Government justifications for limiting transparency have typically emphasized the risk of manipulation of classification criteria and strategic gaming of the system by potential beneficiaries. This concern was not without merit: CONPES 3877, the 2016 policy document laying the groundwork for Sisbén IV, identified manipulation and misreporting of information as a key challenge undermining the integrity and effectiveness of the targeting system.
This governance model was further consolidated during the COVID-19 pandemic. In 2020, Colombia established the Social Registry of Households (Registro Social de Hogares, RSH), an information system administered by the National Planning Department (DNP) to support targeting, policy design, and the monitoring of household living conditions through the integration of public and private datasets. The Colombian Ingreso Solidario emergency cash transfer program relied on this expanding data architecture to identify eligible beneficiaries at speed. That approach enabled rapid disbursement — a genuine operational achievement under crisis conditions — but it also deepened reliance on a governance architecture built around extensive data aggregation and eligibility criteria accessible only incompletely to public scrutiny.
Opacity of scoring criteria was, in part, a response to a real integrity problem. But that justification has also served to normalize a broader pattern in which algorithmic design choices and eligibility thresholds operate with limited independent oversight — and in which the reduction of contestability is treated as an acceptable feature rather than a governance failure. Colombia’s longer institutional history, including the 2009–2011 Chuzadas DAS surveillance scandal — in which intelligence services conducted illegal monitoring of journalists, judges, and opposition figures — offers a reminder that state data practices have not always commanded public trust, and that confidence must be earned through accountability mechanisms and participatory frameworks, not assumed.
Conclusion
The Colombian case is instructive not only because it represents exceptional misgovernance, but also because it illustrates structural dynamics that recur across many contexts in which welfare-critical AI is deployed: the gradual reduction of contestability, the normalization of inferential classification as a basis for rights access, and the widening gap between deployment pace and accountability infrastructure.
In Colombia, these dynamics carry particular weight. The social policy instruments mediated by algorithmic classification are not politically neutral; they are integral to the implementation of a peace agreement whose legitimacy also depends on delivering tangible benefits and resources to conflict-affected communities. When those groups cannot meaningfully understand, challenge, participate, or appeal the decisions that determine their access to rights, the accountability deficit is not merely an administrative problem. It is a political one; with implications for the perceived legitimacy of the peacebuilding process.

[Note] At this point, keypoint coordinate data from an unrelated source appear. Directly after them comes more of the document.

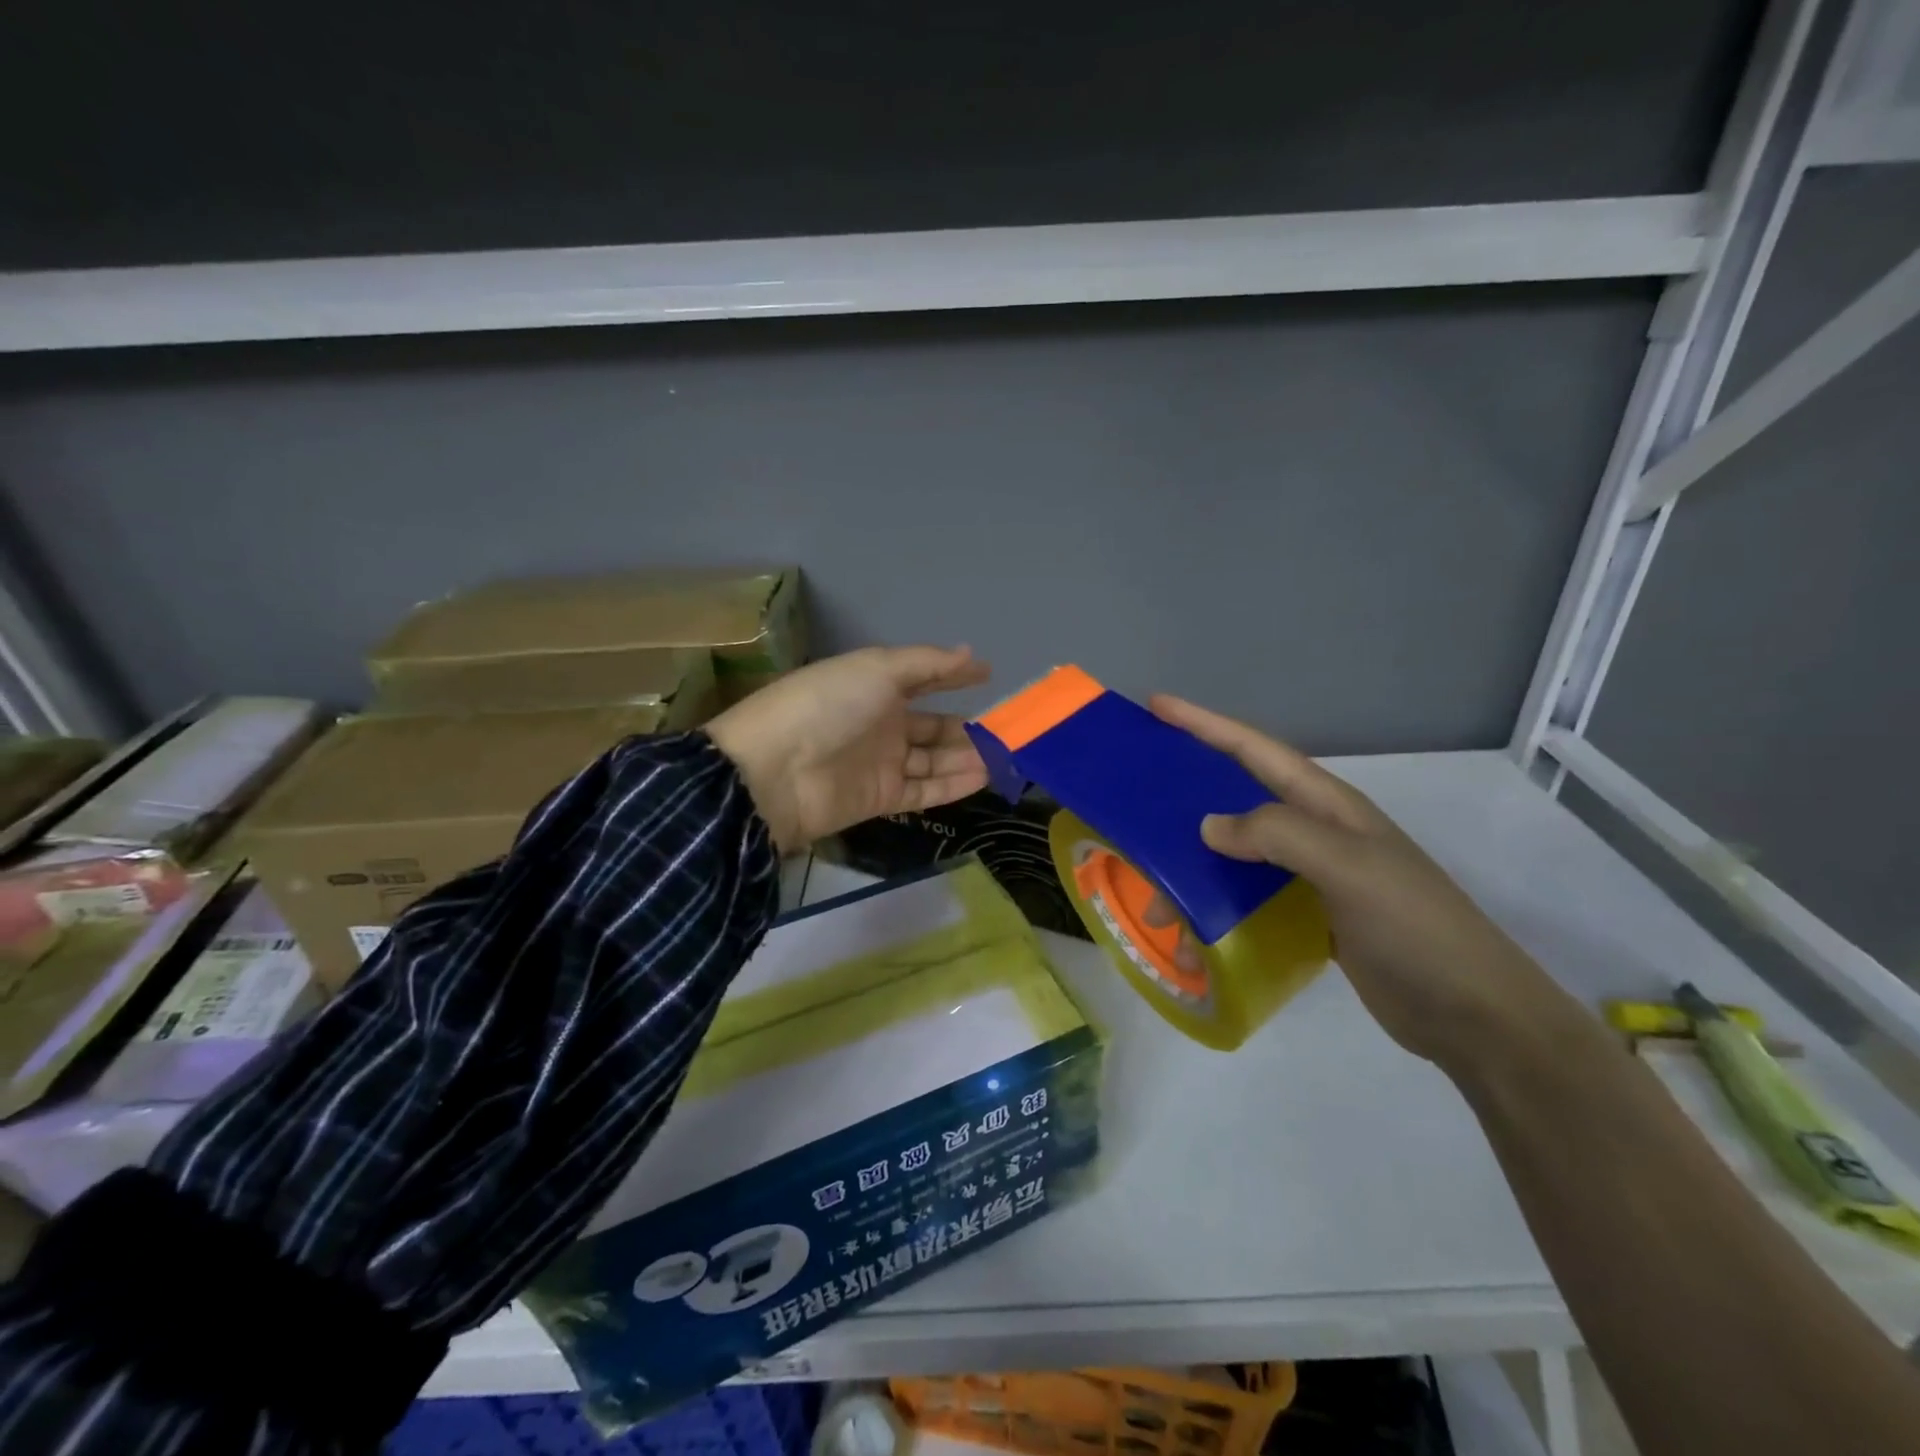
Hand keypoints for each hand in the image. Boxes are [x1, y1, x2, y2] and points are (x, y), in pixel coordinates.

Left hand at [706, 646, 991, 853]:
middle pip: (931, 726)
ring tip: (1004, 758)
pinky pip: (924, 790)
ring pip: (933, 760)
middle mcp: (879, 723)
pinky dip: (952, 785)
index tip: (988, 676)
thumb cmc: (827, 706)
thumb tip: (970, 653)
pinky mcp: (880, 799)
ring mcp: (880, 763)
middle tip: (1008, 732)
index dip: (953, 677)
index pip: (922, 679)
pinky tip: (982, 779)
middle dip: (966, 728)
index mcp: (874, 685)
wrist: (774, 771)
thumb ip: (927, 664)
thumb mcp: (877, 669)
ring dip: (966, 758)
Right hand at [1151, 695, 1552, 1062]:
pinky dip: (1215, 905)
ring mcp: (1312, 876)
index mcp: (1327, 806)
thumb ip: (1278, 834)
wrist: (1472, 1014)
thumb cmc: (1414, 928)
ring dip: (1195, 863)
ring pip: (1237, 852)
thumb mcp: (1349, 867)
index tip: (1157, 705)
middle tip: (1136, 796)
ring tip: (1154, 889)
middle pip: (1239, 796)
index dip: (1205, 725)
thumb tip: (1207, 825)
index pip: (1255, 750)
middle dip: (1188, 790)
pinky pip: (1247, 897)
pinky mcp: (1308, 916)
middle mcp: (1316, 832)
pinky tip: (1191, 925)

The international community has invested significant normative energy in ensuring that autonomous weapons systems remain subject to meaningful human oversight. That principle — that consequential decisions require transparency, traceability, and the possibility of challenge — should not remain confined to the military domain. It applies equally to the algorithmic systems through which states exercise authority in civilian domains. Extending accountability norms from military to civilian AI governance systems is not a theoretical exercise. In fragile, post-conflict, and reconstruction settings undergoing digital transformation, the governance of civilian AI systems is already a defining condition for sustaining peace.